__Source data__

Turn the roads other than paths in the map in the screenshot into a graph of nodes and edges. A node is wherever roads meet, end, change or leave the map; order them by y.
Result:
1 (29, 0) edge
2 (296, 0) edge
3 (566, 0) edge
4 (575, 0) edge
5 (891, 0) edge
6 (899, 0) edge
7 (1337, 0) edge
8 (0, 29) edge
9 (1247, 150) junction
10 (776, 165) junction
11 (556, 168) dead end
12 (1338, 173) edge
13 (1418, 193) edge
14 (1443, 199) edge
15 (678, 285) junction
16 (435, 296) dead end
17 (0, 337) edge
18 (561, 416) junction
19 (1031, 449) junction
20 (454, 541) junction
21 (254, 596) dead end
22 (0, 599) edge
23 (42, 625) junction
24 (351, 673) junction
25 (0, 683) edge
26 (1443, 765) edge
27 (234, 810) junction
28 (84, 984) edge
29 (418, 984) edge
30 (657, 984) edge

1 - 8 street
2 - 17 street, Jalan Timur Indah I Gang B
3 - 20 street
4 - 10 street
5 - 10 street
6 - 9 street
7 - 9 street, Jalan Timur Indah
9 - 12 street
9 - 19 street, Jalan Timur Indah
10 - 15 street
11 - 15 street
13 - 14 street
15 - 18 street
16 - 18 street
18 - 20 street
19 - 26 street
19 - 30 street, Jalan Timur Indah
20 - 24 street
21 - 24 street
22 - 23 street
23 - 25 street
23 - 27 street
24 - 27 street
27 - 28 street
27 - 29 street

__What is expected__
Write each line above out exactly.

__Solution to this problem__
Turn the roads other than paths in the map in the screenshot into a graph of nodes and edges. A node is wherever roads meet, end, change or leave the map; order them by y.
Result:
1 (29, 0) edge
2 (296, 0) edge
3 (566, 0) edge
4 (575, 0) edge
5 (891, 0) edge
6 (899, 0) edge
7 (1337, 0) edge
8 (0, 29) edge
9 (1247, 150) junction
10 (776, 165) junction
11 (556, 168) dead end
12 (1338, 173) edge
13 (1418, 193) edge
14 (1443, 199) edge
15 (678, 285) junction
16 (435, 296) dead end
17 (0, 337) edge
18 (561, 416) junction
19 (1031, 449) junction
20 (454, 541) junction
21 (254, 596) dead end
22 (0, 599) edge
23 (42, 625) junction
24 (351, 673) junction
25 (0, 683) edge
26 (1443, 765) edge
27 (234, 810) junction
28 (84, 984) edge
29 (418, 984) edge
30 (657, 984) edge

1 - 8 street
2 - 17 street, Jalan Timur Indah I Gang B
3 - 20 street
4 - 10 street
5 - 10 street
6 - 9 street
7 - 9 street, Jalan Timur Indah
9 - 12 street
9 - 19 street, Jalan Timur Indah
10 - 15 street
11 - 15 street
13 - 14 street
15 - 18 street
16 - 18 street
18 - 20 street
19 - 26 street
19 - 30 street, Jalan Timur Indah
20 - 24 street
21 - 24 street
22 - 23 street
23 - 25 street
23 - 27 street
24 - 27 street
27 - 28 street
27 - 29 street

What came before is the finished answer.